Outside of basketball, Bridges also makes rap music under the name RTB MB.

Bridges is naturally right handed, however he plays basketball left handed due to breaking his right arm when he was six years old, which caused him to switch to shooting with his left hand.
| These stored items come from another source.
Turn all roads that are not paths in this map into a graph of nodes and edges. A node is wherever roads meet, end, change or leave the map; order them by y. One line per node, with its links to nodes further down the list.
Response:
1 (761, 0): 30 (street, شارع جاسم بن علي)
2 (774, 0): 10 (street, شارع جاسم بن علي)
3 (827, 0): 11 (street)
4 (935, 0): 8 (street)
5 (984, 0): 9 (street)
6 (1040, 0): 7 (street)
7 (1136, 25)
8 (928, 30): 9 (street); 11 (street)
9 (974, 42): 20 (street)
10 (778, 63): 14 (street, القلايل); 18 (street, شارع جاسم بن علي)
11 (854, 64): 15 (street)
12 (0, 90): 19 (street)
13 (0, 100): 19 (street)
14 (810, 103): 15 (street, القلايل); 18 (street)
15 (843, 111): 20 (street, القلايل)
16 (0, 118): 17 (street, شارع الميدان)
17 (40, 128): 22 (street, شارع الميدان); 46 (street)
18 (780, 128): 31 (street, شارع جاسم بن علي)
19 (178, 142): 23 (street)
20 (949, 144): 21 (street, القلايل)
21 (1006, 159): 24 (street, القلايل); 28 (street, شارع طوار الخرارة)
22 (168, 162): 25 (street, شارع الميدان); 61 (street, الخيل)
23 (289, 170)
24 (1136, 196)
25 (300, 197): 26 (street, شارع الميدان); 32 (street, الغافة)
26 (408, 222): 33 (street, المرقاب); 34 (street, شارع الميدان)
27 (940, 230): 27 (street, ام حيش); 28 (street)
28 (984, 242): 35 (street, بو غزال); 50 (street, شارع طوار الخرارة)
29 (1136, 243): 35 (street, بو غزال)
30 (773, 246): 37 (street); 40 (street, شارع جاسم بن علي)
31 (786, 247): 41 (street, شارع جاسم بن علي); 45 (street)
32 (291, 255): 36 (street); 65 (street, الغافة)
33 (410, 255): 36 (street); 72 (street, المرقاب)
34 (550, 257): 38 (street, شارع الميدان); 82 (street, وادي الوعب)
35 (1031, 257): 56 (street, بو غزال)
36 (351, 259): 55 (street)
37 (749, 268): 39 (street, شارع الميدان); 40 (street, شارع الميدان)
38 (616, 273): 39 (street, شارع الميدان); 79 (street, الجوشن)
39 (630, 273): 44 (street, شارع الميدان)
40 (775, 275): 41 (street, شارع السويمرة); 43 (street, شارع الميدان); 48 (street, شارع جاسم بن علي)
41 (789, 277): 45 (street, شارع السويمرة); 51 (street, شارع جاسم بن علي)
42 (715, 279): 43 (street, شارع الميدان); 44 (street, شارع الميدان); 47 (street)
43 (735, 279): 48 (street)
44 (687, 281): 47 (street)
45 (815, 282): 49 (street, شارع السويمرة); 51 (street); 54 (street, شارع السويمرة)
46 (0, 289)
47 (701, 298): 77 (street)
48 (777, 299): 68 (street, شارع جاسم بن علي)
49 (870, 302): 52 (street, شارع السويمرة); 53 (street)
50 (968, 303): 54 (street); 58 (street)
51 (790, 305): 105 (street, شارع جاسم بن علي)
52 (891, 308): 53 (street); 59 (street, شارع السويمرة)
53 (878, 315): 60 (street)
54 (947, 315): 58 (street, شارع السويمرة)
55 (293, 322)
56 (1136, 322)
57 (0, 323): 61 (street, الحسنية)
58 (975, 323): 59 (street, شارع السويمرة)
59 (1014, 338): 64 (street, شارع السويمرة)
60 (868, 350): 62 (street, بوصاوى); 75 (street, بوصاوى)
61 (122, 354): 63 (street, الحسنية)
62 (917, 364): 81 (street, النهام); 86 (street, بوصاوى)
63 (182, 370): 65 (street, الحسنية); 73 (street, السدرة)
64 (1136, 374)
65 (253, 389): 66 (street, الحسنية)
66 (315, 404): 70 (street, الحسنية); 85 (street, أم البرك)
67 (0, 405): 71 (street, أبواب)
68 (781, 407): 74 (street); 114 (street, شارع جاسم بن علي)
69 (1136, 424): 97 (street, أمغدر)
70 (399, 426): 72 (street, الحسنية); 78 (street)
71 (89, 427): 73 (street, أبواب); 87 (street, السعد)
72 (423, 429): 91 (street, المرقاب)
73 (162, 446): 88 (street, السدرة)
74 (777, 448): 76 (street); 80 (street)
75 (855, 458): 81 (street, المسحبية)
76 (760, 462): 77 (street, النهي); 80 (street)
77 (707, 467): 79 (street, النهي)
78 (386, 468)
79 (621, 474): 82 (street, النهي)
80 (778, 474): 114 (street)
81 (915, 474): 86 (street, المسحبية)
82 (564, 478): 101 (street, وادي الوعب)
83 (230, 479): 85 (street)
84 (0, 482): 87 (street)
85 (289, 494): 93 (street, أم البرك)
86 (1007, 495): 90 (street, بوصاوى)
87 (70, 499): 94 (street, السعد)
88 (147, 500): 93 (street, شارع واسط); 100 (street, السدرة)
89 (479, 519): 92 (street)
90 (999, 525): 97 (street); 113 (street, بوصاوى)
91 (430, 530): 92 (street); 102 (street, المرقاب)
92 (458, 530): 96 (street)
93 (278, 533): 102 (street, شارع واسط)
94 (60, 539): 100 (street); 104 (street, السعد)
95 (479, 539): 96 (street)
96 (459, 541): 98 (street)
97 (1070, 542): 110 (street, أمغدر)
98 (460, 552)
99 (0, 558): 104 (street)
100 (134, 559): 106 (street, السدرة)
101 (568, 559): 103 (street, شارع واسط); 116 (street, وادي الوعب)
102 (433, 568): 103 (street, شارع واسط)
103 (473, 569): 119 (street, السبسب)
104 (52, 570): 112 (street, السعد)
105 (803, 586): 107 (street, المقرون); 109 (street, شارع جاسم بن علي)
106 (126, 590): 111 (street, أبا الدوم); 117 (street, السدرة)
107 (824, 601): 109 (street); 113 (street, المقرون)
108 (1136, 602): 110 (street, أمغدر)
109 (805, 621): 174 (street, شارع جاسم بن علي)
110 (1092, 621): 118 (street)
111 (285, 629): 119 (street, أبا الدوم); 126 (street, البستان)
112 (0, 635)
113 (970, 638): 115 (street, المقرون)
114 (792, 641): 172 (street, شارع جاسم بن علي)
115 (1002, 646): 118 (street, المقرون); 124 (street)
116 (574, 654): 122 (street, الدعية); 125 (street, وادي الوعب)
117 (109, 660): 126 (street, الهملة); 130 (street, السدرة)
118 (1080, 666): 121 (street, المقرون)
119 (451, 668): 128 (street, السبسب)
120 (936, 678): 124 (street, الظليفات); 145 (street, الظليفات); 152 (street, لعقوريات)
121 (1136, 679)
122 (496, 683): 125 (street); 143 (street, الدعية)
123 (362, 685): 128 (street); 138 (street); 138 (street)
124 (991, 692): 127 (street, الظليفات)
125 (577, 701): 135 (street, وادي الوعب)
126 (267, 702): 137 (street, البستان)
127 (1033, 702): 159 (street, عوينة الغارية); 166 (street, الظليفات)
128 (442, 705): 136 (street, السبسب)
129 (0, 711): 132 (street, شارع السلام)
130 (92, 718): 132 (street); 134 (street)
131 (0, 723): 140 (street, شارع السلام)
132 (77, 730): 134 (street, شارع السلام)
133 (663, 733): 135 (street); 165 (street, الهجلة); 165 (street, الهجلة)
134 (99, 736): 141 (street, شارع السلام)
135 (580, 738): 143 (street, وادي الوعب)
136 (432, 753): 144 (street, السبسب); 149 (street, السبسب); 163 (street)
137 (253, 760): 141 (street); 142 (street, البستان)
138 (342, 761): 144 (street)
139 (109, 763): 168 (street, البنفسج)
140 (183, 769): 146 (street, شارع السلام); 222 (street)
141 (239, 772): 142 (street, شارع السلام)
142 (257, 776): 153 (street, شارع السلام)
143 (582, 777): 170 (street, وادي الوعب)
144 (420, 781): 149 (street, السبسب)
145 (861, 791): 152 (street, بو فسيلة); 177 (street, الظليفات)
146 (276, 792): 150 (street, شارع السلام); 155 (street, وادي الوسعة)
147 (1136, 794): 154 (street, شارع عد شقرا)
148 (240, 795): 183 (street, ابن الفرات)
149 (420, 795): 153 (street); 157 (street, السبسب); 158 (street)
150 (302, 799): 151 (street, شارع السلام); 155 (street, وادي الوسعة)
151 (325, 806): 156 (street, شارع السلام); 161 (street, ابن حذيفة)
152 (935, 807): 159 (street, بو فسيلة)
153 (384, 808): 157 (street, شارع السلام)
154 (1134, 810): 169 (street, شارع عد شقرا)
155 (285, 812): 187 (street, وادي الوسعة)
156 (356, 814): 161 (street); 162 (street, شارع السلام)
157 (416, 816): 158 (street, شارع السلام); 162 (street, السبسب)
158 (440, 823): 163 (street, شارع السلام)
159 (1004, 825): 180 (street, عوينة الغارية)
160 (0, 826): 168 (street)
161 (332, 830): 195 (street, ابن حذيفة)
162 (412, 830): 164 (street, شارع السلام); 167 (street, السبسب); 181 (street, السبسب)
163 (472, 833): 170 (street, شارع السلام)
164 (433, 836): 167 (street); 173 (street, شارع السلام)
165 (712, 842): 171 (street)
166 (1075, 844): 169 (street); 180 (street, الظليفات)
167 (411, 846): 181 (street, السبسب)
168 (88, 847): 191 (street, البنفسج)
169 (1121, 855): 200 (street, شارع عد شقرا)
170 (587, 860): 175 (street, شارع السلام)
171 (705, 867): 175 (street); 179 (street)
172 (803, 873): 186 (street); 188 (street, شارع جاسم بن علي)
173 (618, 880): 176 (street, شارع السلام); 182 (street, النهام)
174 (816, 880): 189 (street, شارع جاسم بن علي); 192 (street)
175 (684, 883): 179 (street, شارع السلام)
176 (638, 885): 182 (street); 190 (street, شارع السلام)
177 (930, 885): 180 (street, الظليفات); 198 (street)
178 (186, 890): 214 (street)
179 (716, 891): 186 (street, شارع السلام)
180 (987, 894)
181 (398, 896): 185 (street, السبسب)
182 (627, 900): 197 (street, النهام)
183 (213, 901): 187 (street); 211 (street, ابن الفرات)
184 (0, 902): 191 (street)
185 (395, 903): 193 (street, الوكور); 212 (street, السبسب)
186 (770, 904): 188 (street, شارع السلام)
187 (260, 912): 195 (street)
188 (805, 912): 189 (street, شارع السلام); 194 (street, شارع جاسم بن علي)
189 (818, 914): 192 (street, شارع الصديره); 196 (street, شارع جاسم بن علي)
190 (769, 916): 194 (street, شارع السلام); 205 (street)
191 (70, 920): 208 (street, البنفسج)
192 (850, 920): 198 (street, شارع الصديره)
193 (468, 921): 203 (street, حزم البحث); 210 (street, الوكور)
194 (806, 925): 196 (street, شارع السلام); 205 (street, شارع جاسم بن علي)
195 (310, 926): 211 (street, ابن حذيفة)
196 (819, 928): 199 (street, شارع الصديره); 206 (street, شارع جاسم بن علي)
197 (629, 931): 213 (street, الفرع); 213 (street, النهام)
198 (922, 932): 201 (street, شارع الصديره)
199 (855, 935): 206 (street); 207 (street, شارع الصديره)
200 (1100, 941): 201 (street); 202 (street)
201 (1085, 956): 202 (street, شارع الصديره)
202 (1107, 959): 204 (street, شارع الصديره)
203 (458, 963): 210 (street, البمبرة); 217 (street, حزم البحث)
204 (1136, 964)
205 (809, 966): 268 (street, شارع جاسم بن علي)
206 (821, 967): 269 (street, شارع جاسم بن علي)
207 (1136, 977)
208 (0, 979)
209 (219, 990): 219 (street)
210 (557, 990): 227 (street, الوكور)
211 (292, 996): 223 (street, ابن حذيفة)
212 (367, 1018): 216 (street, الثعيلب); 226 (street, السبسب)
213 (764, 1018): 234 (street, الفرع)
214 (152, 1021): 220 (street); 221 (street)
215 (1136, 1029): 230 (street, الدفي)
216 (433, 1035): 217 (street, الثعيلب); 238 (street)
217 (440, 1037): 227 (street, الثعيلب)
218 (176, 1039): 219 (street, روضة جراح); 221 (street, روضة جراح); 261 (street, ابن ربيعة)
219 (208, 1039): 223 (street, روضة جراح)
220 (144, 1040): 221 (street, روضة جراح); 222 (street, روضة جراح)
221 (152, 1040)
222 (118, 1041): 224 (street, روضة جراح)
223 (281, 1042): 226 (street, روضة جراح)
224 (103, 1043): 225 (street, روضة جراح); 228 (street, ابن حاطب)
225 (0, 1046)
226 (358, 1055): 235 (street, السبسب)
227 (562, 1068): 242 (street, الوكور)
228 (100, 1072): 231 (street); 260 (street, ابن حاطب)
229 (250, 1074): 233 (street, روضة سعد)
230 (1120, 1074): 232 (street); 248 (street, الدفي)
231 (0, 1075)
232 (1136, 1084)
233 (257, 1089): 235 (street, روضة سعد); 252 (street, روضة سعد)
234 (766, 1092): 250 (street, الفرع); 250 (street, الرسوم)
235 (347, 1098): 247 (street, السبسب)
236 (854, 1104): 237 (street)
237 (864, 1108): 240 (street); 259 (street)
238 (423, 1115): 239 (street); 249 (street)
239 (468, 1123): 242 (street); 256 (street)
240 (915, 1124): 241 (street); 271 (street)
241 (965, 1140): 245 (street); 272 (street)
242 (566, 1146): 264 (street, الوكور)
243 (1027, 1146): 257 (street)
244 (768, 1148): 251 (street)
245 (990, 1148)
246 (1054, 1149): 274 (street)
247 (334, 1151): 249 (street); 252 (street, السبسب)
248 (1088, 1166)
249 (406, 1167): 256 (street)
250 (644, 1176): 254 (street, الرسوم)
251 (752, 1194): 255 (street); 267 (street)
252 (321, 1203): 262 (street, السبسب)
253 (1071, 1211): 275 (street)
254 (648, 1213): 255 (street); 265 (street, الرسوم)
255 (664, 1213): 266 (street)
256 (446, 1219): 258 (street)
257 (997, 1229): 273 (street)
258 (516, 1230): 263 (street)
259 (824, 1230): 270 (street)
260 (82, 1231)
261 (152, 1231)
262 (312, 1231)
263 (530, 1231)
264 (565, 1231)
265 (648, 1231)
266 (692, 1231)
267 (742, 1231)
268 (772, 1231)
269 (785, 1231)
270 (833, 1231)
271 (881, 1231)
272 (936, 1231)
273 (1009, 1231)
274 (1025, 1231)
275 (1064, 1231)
===Domestic violence charges===
On June 29, 2022, Bridges was arrested in Los Angeles for felony domestic violence and was released on $130,000 bond. He allegedly assaulted Mychelle Johnson in front of their two children. According to Johnson's hospital report which she posted to Instagram, she was an "adult victim of abuse by male partner" which included assault by strangulation, brain concussion, closed fracture of nasal bone, contusion of rib, multiple bruises, and a neck muscle strain. On July 19, Bridges was charged with one felony count of injuring a child's parent and two felony counts of child abuse. The following day, he pled not guilty to all three charges at his arraignment. On November 3, he pled no contest to the felony domestic charge and was sentenced to three years of probation. The other two charges were dismissed.

In October 2023, Bridges was charged with violating his probation and protection order after an October 6 incident where he allegedly threw billiard balls at Johnson's car, breaking her windshield while their children were inside the car. Bridges' current girlfriend is also alleged to have kicked the car while yelling in Johnson's direction. Bridges turned himself in on October 13 and was released upon paying $1,000 bond. At this time, Bridges had an outstanding warrant stemming from January 2023 that had yet to be served.